Input data
-----

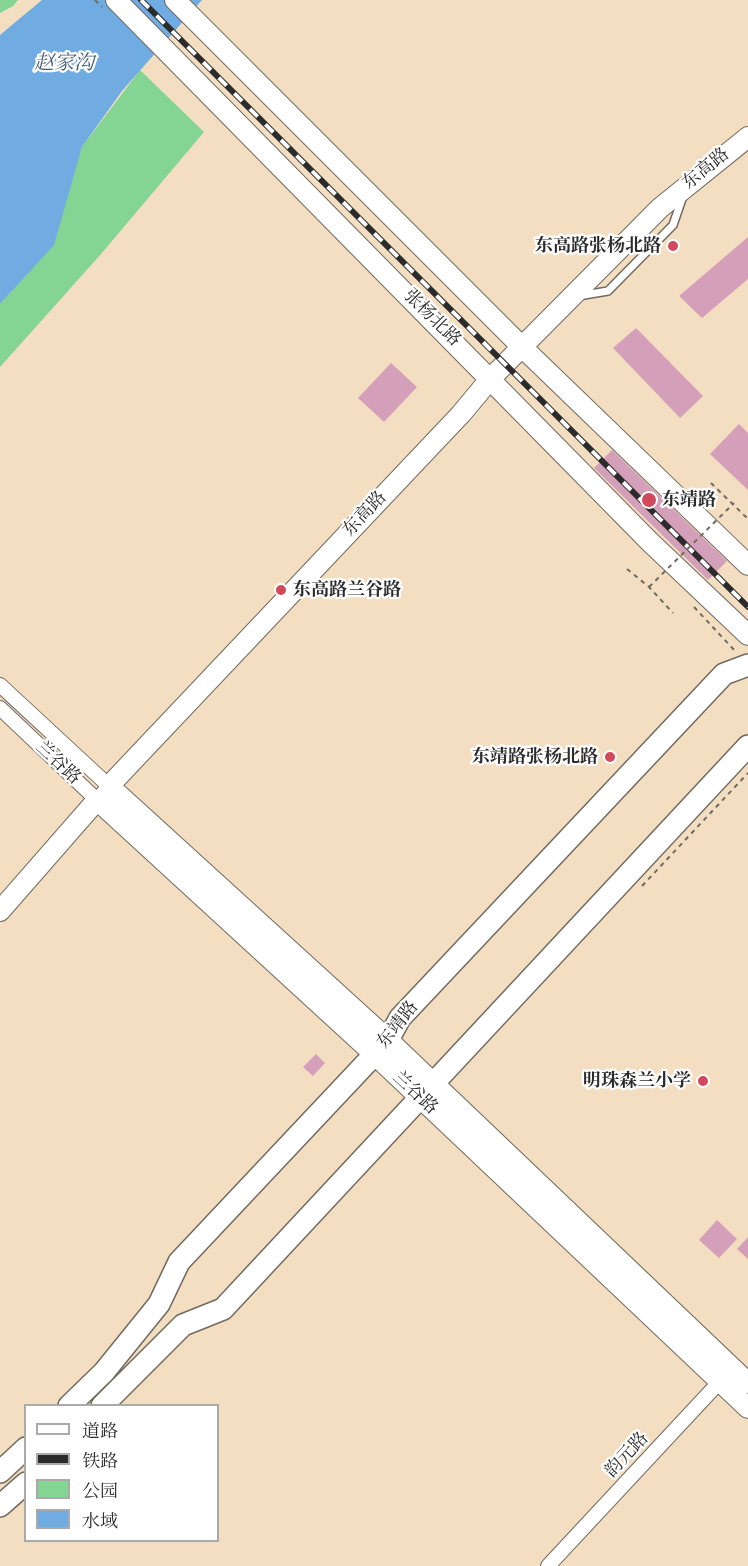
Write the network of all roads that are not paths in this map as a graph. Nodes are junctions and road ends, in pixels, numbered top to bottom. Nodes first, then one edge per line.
1 (116, 0) edge
2 (175, 0) edge
3 (748, 137) edge
4 (522, 347) junction
5 (491, 378) junction
6 (748, 565) edge
7 (748, 636) edge
8 (748, 665) edge
9 (0, 685) edge
10 (0, 708) edge
11 (748, 746) edge
12 (103, 793) junction
13 (0, 911) edge
14 (381, 1048) junction
15 (427, 1091) junction
16 (727, 1375) junction
17 (748, 1383) edge
18 (71, 1404) edge
19 (104, 1404) edge
20 (748, 1408) edge
21 (24, 1450) edge
22 (0, 1472) edge
23 (24, 1485) edge
24 (0, 1506) edge
25 (548, 1566) edge

1 - 5 street, 张杨北路
2 - 4 street
3 - 4 street, 东高路
4 - 5 street, 东高路
4 - 6 street
5 - 7 street, 张杨北路
5 - 12 street, 东高路
8 - 14 main road, 东靖路
9 - 12 street, 兰谷路
10 - 12 street, 兰谷路
11 - 15 main road
12 - 13 street, 东高路
12 - 14 street, 兰谷路
14 - 15 street, 兰谷路
14 - 18 main road, 东靖路
15 - 16 street, 兰谷路
15 - 19 main road
16 - 17 street, 兰谷路
16 - 20 street, 兰谷路
16 - 25 street, 韵元路
21 - 22 main road
23 - 24 main road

-----

Search the data above for the string "road". Report every line where it is found.

Write the network of all roads that are not paths in this map as a graph. Nodes are junctions and road ends, in pixels, numbered top to bottom. Nodes first, then one edge per line.
8 - 14 main road, 东靖路
11 - 15 main road
14 - 18 main road, 东靖路
15 - 19 main road
21 - 22 main road
23 - 24 main road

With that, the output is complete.